- Problem statement -
State how many lines of the entries hold the string "Fire". Reply with the number alone.

- Data provided -
>>>

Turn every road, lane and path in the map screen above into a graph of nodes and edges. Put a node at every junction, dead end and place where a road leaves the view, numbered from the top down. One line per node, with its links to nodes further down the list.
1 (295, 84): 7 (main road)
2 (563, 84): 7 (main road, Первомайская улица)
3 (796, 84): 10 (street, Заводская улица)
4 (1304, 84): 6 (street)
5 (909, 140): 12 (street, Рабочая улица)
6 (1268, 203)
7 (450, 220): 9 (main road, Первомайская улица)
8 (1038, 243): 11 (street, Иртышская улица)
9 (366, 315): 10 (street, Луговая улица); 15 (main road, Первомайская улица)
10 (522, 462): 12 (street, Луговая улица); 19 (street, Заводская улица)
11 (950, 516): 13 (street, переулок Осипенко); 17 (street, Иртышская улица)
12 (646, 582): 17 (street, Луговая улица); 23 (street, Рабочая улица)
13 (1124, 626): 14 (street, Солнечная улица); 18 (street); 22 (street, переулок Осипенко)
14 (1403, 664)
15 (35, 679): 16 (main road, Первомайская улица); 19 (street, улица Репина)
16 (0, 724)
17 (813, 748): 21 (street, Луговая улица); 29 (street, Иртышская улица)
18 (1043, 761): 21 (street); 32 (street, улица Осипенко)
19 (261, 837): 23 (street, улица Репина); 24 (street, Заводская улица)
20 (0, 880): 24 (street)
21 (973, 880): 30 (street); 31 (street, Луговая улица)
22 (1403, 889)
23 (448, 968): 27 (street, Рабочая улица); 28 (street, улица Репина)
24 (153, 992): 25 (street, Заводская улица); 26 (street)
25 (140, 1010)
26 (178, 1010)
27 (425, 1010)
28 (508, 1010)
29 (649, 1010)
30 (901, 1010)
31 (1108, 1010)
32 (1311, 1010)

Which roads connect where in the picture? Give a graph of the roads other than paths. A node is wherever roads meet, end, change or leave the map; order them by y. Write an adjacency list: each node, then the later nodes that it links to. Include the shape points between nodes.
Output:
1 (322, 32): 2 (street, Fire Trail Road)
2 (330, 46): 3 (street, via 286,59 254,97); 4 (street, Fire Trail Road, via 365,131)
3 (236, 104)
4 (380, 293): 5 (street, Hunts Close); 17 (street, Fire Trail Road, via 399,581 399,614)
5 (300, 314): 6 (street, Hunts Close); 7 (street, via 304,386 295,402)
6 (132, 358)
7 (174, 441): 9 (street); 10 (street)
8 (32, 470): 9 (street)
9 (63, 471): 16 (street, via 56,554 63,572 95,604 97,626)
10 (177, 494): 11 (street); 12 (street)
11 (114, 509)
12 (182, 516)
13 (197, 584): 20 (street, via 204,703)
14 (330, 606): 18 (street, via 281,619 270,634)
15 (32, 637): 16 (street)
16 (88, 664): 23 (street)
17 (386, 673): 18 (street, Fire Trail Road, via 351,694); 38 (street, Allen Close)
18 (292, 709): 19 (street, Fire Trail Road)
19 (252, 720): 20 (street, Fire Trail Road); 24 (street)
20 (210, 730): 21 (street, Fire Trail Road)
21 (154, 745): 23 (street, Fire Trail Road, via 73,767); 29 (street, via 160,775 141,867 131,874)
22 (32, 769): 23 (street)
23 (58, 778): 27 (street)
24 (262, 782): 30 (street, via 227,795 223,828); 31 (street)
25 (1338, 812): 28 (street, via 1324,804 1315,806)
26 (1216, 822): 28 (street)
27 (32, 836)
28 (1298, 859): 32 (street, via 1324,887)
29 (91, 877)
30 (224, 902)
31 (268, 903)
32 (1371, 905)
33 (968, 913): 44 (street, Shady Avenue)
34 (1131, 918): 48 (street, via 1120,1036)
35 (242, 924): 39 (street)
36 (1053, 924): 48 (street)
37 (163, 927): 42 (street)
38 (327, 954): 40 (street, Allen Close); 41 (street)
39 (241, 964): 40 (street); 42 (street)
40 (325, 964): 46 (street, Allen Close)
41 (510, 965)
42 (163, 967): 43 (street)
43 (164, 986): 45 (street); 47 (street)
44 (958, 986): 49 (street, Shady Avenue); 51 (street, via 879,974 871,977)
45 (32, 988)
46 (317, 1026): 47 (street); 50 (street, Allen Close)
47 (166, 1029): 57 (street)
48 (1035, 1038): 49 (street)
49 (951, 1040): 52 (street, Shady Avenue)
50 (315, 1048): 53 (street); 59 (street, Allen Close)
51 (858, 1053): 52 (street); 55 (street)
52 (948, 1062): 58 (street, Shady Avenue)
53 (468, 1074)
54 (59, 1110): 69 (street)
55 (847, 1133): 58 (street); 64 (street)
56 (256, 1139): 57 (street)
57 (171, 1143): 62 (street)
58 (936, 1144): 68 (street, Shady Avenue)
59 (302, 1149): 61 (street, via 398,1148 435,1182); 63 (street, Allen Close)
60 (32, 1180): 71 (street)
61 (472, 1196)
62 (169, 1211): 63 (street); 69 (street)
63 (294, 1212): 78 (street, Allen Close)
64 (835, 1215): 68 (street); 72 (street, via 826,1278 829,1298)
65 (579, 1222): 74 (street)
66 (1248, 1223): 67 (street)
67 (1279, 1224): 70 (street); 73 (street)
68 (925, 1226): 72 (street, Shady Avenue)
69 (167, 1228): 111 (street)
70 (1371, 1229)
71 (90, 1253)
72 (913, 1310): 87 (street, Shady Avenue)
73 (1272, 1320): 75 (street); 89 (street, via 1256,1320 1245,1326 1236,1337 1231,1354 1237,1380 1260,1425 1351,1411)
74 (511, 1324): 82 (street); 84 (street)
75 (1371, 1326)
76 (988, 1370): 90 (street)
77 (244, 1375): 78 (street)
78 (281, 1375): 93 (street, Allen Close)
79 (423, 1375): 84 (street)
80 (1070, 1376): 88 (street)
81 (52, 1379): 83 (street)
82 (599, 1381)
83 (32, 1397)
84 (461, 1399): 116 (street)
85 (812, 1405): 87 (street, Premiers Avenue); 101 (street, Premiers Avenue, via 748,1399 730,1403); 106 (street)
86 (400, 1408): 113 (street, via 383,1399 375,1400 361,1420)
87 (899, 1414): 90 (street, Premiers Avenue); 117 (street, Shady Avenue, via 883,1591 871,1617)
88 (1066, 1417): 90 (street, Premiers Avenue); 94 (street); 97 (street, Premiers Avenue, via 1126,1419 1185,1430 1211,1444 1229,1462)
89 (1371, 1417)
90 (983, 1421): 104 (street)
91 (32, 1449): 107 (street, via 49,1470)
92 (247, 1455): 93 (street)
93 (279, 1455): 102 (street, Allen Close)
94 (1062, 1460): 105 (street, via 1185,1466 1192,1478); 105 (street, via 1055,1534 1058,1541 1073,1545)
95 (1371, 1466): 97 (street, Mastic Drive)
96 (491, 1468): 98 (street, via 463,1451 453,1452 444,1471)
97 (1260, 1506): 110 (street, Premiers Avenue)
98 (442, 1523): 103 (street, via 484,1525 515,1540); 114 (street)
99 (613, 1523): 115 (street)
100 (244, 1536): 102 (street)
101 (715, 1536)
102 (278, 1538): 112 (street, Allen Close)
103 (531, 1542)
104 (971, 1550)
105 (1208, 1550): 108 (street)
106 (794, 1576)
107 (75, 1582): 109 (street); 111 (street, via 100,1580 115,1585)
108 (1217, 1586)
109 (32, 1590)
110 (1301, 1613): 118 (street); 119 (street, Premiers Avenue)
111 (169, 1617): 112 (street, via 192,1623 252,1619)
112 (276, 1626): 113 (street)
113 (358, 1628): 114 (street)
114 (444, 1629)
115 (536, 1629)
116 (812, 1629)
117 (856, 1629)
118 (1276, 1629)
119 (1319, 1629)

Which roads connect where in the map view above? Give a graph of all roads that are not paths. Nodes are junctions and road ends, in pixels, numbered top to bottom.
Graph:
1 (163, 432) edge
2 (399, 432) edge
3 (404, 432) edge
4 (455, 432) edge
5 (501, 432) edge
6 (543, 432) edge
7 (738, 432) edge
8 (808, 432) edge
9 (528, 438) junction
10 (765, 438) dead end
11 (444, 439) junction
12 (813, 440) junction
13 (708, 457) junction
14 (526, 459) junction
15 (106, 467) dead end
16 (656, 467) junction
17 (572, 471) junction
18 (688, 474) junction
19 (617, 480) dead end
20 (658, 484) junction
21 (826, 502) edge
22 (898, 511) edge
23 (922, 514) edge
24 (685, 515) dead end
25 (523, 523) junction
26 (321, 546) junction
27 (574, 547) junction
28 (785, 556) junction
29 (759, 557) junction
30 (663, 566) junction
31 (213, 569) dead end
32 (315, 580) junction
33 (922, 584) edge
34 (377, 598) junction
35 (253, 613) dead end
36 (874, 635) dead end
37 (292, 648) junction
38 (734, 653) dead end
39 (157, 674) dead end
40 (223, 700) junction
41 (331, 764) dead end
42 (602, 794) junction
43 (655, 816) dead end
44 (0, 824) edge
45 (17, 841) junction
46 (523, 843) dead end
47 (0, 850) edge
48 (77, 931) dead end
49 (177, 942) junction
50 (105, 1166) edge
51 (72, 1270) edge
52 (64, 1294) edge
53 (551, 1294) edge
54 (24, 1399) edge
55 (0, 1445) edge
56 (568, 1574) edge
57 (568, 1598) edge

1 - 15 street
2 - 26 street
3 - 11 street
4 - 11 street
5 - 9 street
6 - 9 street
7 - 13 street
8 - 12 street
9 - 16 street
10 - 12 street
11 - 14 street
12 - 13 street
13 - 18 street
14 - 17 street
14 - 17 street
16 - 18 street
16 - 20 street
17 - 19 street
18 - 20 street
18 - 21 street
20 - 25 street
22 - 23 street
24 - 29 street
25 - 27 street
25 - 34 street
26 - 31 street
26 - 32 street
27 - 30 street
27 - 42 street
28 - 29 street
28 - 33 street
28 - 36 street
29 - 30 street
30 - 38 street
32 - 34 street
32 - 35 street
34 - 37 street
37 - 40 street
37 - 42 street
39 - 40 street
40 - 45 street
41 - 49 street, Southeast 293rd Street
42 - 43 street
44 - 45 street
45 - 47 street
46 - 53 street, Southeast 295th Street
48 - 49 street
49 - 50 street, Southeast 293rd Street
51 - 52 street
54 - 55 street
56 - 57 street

<<<

- Answer to this exercise -
8